It would be great next time if you can mention the whole reason around. unfairness.
Here's the tweet: https://twitter.com/jack/status/1053312151136362496
Do you think that's fair?
abalone's comment that "they've changed their tune. ... and they still shouldn't pay taxes" could simply be hyperbolic, depending on how charitable people are in their interpretation (e.g. "shouldn't pay [the full amount of] taxes").
I think the main thrust of abalone's comment stands: the CEO of Square pushed for a tax that many think is absurd (e.g. darawk), and now that Square has grown and the tax is unfavorable for them, Square wants to change the tax that it seems to have lobbied for (and presumably thought was fair back then) -- that makes Square seem opportunistic [and not having the community's best interest in mind when the CEO lobbied for the tax]. At least, I think that is abalone's implication.
Jack wanted companies to pay more tax to the city. He helped lobby it.
But this part where Saleforce pays less tax than Square is absurd. So, he's against it.

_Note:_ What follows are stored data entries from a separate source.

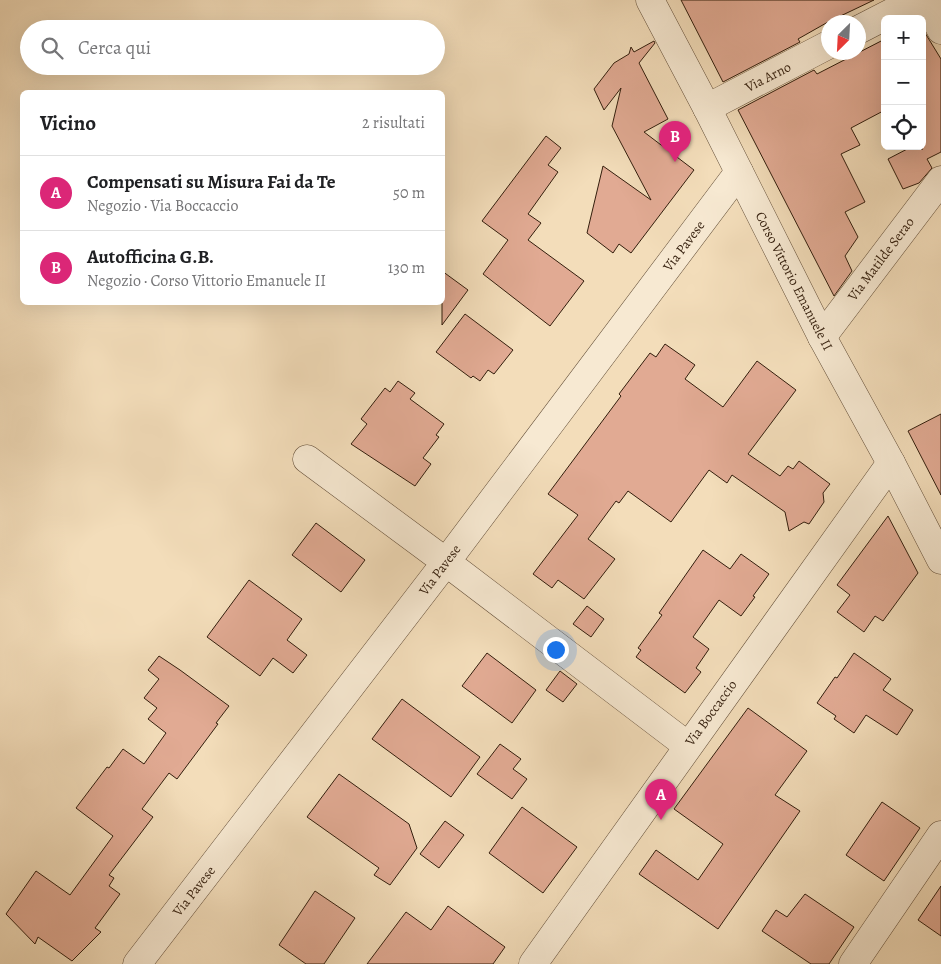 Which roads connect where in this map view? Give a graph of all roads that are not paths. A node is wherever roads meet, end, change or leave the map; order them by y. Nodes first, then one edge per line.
1 (650, 0) edge
2 (916, 0) edge
3 (925, 0) edge
4 (866, 26) edge
5 (941, 30) edge
6 (821, 49) edge
7 (707, 108) junction
8 (739, 172) junction
9 (941, 180) edge
10 (822, 337) junction
11 (306, 459) dead end
12 (891, 463) junction
13 (941, 560) edge
14 (446, 562) junction
15 (688, 746) junction
16 (941, 835) edge
17 (138, 964) edge
18 (533, 964) edge
19 (853, 964) edge

1 - 7 street, Corso Vittorio Emanuele II
2 - 4 street
3 - 5 street
6 - 7 street, Via Arno
7 - 8 street, Corso Vittorio Emanuele II
8 - 10 street, Corso Vittorio Emanuele II
8 - 14 street, Via Pavese
9 - 10 street, Via Matilde Serao
10 - 12 street, Corso Vittorio Emanuele II
11 - 14 street
12 - 13 street, Corso Vittorio Emanuele II
12 - 15 street, Via Boccaccio
14 - 15 street
14 - 17 street, Via Pavese
15 - 18 street, Via Boccaccio
16 - 19 street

I don't really see any problem with this line of thinking.
To give the exact number, Square pays 20m, and Saleforce pays 10m. But Saleforce is 2-10x bigger than Square. No matter how you cut it. It's not fair.
I want people to pay more income tax as well (to fund other initiatives). But would I want to pay tax MORE than anybody else? Probably not. Does that make me a hypocrite? Hell no.
It just feels like people are being obtuse at this point :S
Uh, no. Jack has specifically and consistently lobbied against paying taxes (see: previous link). In 2011 he threatened to threatened to move Twitter to neighboring Brisbane unless he got the now infamous mid market tax break.[1] Exactly what Stripe just did. He greatly exaggerates the impact of a hypothetical $10M extra towards fighting homelessness on a $26B company with $3B in revenues.
The best response to this “fairness” line was from Marc Benioff himself, who said to Jack, ok, tell us how much you or Square or Twitter has given towards addressing homelessness in any other form. Crickets from Jack. He really doesn’t like paying taxes or giving.
[1] https://www.sfexaminer.com/news/square-ceo-jack-dorseys-tax-...
Even Benioff merely said ~$10m was nothing to Square. He implied it didn't matter that it wasn't fair because the amount was so little. Like Wut?
Because Square doesn't help homeless much (I don't really know how much compared to Saleforce and other companies), so we make a law for a smaller company to pay tax more than a bigger company? We can simply disregard fairness? Really?
Also, Jack explicitly said that he has no problem paying taxes to the city; he wants to pay tax fairly when considering peer companies. We just gonna need to agree to disagree on whether jack is willing to pay tax.